Two crystalline complexes (1∶1 and 1∶2) of LiAlH₄ with N,N,N′,N′-tetramethylethane-1,2-diamine (tmen) have been isolated. A crystal structure determination of the 1∶1 complex showed that it formed centrosymmetrical dimers in which [AlH₄]^– anions and [Li(tmen)]⁺ cations are linked by µ-hydrogen bridges. Bond lengths and angles within the non-planar eight-membered rings are Al–H 1.55(3), Li–H 1.99(3) Å, H–Li–H 131(1) and H–Al–H 112(1)° and the exocyclic Al–H distance was 1.53(4) Å. Cryoscopic data indicated that the dimeric structure with Li–H–Al bridges was preserved in benzene solution and measurements of the ⁶Li-{¹H} nuclear Overhauser effect (NOE) showed the presence of Li· · ·H–Al interactions. The 1∶2 adduct [Li(tmen)₂][AlH₄] 2, which crystallised with an ionic NaCl structure, was converted into 1 by heating under vacuum at 120 °C. The NOE measurements on solutions of 2 in benzene showed the presence of Li· · ·H–Al interactions even when a large excess of tmen was present.
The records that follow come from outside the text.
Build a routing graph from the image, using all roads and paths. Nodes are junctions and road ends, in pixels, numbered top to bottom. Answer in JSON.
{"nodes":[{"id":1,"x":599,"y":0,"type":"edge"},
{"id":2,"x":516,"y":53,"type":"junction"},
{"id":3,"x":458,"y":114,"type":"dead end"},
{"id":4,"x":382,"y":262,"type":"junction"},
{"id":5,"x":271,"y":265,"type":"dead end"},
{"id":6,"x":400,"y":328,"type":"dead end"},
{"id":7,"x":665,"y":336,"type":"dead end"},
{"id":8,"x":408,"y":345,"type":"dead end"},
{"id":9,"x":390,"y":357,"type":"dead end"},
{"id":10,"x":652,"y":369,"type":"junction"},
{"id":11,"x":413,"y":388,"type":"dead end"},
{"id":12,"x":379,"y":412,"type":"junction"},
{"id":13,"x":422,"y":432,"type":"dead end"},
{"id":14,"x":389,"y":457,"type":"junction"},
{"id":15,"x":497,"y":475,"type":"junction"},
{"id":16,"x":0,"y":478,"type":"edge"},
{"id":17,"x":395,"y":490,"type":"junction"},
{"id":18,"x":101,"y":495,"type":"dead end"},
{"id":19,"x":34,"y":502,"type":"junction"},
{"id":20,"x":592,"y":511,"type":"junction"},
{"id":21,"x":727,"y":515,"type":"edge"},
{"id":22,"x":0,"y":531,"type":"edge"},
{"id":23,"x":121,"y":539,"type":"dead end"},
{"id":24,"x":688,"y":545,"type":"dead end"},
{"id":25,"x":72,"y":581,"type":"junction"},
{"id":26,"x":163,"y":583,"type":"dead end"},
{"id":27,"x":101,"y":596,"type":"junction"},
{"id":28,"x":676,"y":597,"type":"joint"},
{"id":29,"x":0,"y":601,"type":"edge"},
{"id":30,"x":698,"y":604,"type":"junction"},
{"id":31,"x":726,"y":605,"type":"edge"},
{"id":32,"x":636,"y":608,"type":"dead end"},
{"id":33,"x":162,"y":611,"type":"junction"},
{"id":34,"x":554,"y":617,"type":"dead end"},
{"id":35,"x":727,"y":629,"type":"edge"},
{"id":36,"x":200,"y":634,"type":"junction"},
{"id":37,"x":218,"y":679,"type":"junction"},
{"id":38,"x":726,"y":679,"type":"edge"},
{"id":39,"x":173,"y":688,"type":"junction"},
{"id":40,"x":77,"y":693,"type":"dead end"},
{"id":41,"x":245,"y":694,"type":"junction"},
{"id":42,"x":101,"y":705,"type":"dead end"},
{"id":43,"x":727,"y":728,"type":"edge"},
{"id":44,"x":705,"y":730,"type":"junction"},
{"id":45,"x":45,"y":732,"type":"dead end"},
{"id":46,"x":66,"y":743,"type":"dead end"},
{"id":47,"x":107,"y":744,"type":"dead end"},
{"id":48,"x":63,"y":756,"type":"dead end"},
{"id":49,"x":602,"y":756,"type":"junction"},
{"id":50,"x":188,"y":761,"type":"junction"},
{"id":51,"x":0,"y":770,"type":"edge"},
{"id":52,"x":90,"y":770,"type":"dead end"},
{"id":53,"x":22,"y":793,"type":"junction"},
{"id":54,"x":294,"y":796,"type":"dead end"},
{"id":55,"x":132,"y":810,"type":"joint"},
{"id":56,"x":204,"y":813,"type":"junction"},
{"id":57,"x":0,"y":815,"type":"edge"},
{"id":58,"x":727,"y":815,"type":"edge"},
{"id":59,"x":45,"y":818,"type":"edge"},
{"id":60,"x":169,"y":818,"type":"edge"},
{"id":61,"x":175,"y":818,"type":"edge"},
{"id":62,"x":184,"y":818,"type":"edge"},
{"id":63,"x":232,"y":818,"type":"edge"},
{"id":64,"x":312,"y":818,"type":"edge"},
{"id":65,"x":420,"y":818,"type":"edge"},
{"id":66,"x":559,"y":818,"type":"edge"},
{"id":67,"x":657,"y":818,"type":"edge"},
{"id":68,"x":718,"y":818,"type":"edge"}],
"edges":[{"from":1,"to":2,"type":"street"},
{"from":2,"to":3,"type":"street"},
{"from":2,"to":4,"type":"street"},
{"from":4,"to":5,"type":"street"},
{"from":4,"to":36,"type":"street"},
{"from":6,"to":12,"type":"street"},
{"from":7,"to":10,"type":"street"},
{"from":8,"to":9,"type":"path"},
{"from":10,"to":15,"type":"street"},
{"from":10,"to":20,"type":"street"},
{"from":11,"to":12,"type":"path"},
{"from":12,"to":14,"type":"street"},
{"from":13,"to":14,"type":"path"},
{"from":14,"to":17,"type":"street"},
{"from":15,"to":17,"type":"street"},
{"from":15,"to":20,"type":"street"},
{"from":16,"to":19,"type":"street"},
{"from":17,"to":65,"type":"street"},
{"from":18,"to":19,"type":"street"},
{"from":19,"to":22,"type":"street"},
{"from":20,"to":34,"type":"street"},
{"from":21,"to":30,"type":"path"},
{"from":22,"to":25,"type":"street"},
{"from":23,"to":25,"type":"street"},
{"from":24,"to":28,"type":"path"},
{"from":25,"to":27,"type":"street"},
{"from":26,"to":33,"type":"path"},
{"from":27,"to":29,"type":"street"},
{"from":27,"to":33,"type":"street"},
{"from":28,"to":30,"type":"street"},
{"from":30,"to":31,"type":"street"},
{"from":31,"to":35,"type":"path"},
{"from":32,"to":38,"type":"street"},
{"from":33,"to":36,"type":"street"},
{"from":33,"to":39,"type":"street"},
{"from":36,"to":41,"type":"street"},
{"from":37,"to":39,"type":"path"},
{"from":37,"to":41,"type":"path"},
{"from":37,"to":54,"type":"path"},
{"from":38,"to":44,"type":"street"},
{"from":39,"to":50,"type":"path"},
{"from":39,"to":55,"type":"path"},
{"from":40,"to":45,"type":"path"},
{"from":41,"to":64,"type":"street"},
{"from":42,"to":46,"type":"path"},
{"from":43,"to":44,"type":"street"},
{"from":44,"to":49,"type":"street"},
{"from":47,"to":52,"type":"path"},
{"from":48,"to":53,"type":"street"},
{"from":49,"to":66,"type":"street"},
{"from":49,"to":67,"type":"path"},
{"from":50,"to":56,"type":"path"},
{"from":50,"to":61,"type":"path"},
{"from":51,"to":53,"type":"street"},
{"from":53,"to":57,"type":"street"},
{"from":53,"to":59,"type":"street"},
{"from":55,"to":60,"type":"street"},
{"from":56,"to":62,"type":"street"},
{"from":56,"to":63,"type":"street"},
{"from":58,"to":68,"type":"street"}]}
Aluminium-bound hydrogen was shown to be near to lithium in solutions of LiAlH₄ in diethyl ether, tetrahydrofuran, mono- and di-glyme [MeO(CH₂)₂O(CH₂CH₂O)_nMe, n = 0 or 1]. The NOE measurements on solutions of LiBH₄ in Et₂O and NMR spectra of partially deuteriated species suggested the formation of contact ion pairs, with Li· · ·H₄B interactions which were fluxional on the NMR time-scale.